I'm a Working Mom and Wouldn't Have It Any Other Way
Submitted by
Angela Hunt
I wasn't the kind of woman who dreamed of the day I would have a child. In fact, I truly thought I would be childless—until the day I met my husband. Even then, I wasn't sure what kind of mother I would be. But I did know one thing: I would always be a working mother.
My own mother worked off and on as I was growing up. She never finished college and never worked on her skills. When she and my father divorced, she had nothing to fall back on. She ended up living off the state and continues to do so to this day. She has a simple life, not because she wants to but because of choices she made before I was even born. She bought into the myth of the husband as breadwinner, supporter and protector, even though she was a child of the sixties and saw the birth of feminism. It just didn't stick with her.
It stuck with me.
Work provides me with more than just money. It gives me freedom and meaning. It's a way of contributing to society and a way to leave some mark, even if it lasts only for a moment. For my work to do all this, I've found, I need to have a few different jobs: I work a day job and, once I'm off, I write, paint and take fine-art photographs.
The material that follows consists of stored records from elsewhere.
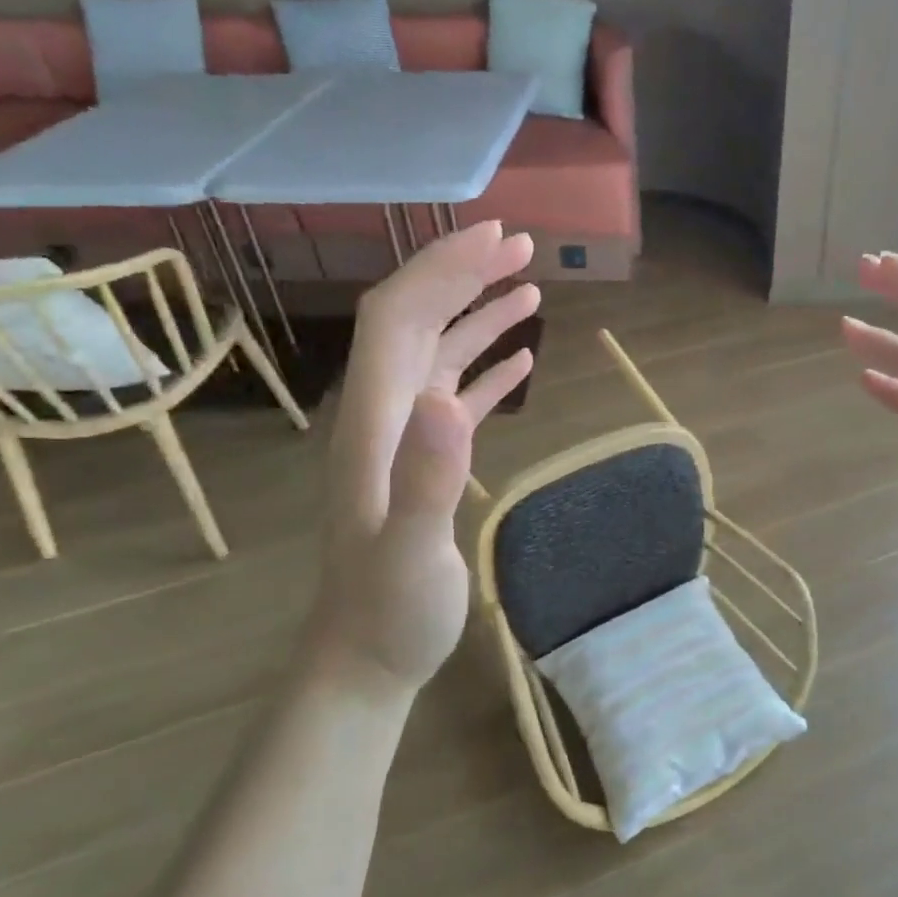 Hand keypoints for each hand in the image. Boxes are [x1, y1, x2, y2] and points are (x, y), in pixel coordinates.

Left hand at [303, 221, 538, 694]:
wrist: (368, 657)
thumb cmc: (389, 612)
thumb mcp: (410, 553)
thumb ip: (428, 479)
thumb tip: (449, 399)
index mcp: (375, 421)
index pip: (399, 318)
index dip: (441, 269)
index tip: (496, 238)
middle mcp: (385, 414)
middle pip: (417, 320)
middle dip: (464, 273)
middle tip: (524, 245)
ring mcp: (406, 437)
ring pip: (439, 352)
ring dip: (479, 313)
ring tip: (529, 285)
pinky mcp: (427, 460)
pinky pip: (458, 394)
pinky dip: (488, 367)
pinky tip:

In conjunction with the job of being the mama, sometimes it feels like all of this is too much. But then I remember the times my little girl has joined me in my studio to paint on her own craft paper as I work on my canvas, or the times she's come in while I'm doing a photo shoot and asked to push the button on my camera. I remember all those moments and I find I have the strength to keep going after all. I want my daughter to know that, as hard as work may be, as hard as leaving her every morning is, it is worth the sacrifice. It's a sacrifice made on the altar of future freedom, in case it's ever needed. It's a sacrifice made to teach my daughter that she should never doubt her own worth; that she will never need anyone or anything more than herself.
Do I wish I could stay at home sometimes with my little girl? Am I jealous of the caregivers who get to spend all that time with her during the day? Absolutely. But I still wouldn't have it any other way, and I hope that my example gets down into her bones.